What if a student can’t articulate their answers?: If a student is suspected of having completely taken work from AI, or if they cannot properly articulate the stylistic elements in their writing, or explain their answer correctly, their learning project should not be accepted—they should do another draft. Re-teaching may be required. It need not be framed as a disciplinary issue or that they have cheated. Framing it as an issue of “this reflection demonstrates that there are some knowledge gaps that need to be addressed before the summative assessment” prevents fights with students or parents over plagiarism issues. If a student is not able to do a task and is only relying on AI-assistance, it will be revealed in the summative assessment.

Summative Assessments: Writing-based assessments should occur after multiple in class writing assignments in which stylistic choices have been discussed. Assessments should be in class and proctored. If they occur on computers, the computers should be “locked” to allow only the assessment program itself to be accessed. Alternatively, they can be done as hand-written assignments. These assessments do not require AI-justification reflections, only a stylistic/rhetorical devices reflection, and can be judged on the quality of the writing itself. An example of such an assessment might be: in a 90-minute block period, write a five-paragraph essay persuading someone that both Animal Farm by George Orwell and The Crucible by Arthur Miller contain the same theme [this assessment assumes students read both these works in a class]. Include a reflection at the end of your paper explaining how you used the following: parallel structure and/or repetition, persuasive techniques (ethos, pathos, logos), metaphor and/or simile, and why these improved your writing for the required task.
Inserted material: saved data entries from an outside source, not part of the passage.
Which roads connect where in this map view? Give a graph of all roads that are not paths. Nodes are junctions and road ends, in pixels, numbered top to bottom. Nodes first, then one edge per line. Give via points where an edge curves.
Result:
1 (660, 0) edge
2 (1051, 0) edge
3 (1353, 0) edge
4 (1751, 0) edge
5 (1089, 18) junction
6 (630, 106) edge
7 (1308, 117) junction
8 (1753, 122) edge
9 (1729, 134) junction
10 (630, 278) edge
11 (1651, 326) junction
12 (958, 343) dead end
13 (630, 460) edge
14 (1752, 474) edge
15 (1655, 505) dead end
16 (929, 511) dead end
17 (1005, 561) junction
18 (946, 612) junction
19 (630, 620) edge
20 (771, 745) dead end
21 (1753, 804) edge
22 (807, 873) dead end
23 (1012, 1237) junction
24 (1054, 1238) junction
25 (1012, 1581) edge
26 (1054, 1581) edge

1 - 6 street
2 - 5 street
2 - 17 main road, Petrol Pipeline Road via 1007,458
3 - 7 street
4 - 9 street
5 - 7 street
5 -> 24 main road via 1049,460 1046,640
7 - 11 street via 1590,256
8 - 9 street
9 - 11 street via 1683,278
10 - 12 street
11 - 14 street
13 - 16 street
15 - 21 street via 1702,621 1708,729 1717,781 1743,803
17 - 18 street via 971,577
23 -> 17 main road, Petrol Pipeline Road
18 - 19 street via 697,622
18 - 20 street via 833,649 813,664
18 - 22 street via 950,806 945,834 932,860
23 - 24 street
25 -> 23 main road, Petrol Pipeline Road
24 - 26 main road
Example of use for art-focused classes: This could be used for art classes, in which a student creates an artwork, and then asks the AI to analyze it for meaning. The student can see if their intended meaning is picked up by the AI. If it is not, they can reflect on what additions may need to be made to their artwork, or if they feel the AI is missing information. They can compare the AI’s interpretation of their work with classmates interpretations, as the AI should never be a lone definitive answer in a voiceless vacuum.

The Fortson Framework in utilizing AI—Grammatical Changes

Learning is a series of failures accompanied by a series of corrections moving toward, and yet never reaching, perfection. We expect mistakes, but only when we are made aware of the presence of a mistake can it be corrected. This is what AI currently takes from us—like a beauty filter on a social media post, it blinds us to our flaws. A student is now like Ovid’s tragic Narcissus: gazing into a digital pond reflecting digital perfection, never truly “knowing himself”. This tragic student is able to ask AI to improve their writing without seeing what flaws it originally contained. Old spell-checking processes on Word Processors would directly show students where a mistake had been made, and offer suggestions from which a student could choose like a real-time MCQ. Even older spell-checking came in the form of a red pen circling and underlining errors. It is essential a student not have their grammar fixed for them, but only to have the errors highlighted for them, so that they can be made aware and fix them on their own. To do this:

AI should be given a prompt similar to this: For the following text, provide a bullet point list of mistakes with a prompt similar to this: analyze this writing, and provide a bullet point list of mistakes (e.g., comma splice, spelling error, etc), but do not provide a correction. Do not make any suggestions for style or flow.
Students will then input the text they want the AI to analyze.
AI will provide a list of errors, indicate which sentence has the error and the type of error it is (e.g., comma splice, verb tense confusion, spelling error).
Students will fix the errors, explain the types of errors they were making, why they initially made the error and why the correction they applied is accurate, and a goal to reduce the errors in the future (e.g., if they made many comma splices, they might write “I will check for subject, verb, and objects in my writing before my commas, and if they are present I will either use a period or put an and after my commas).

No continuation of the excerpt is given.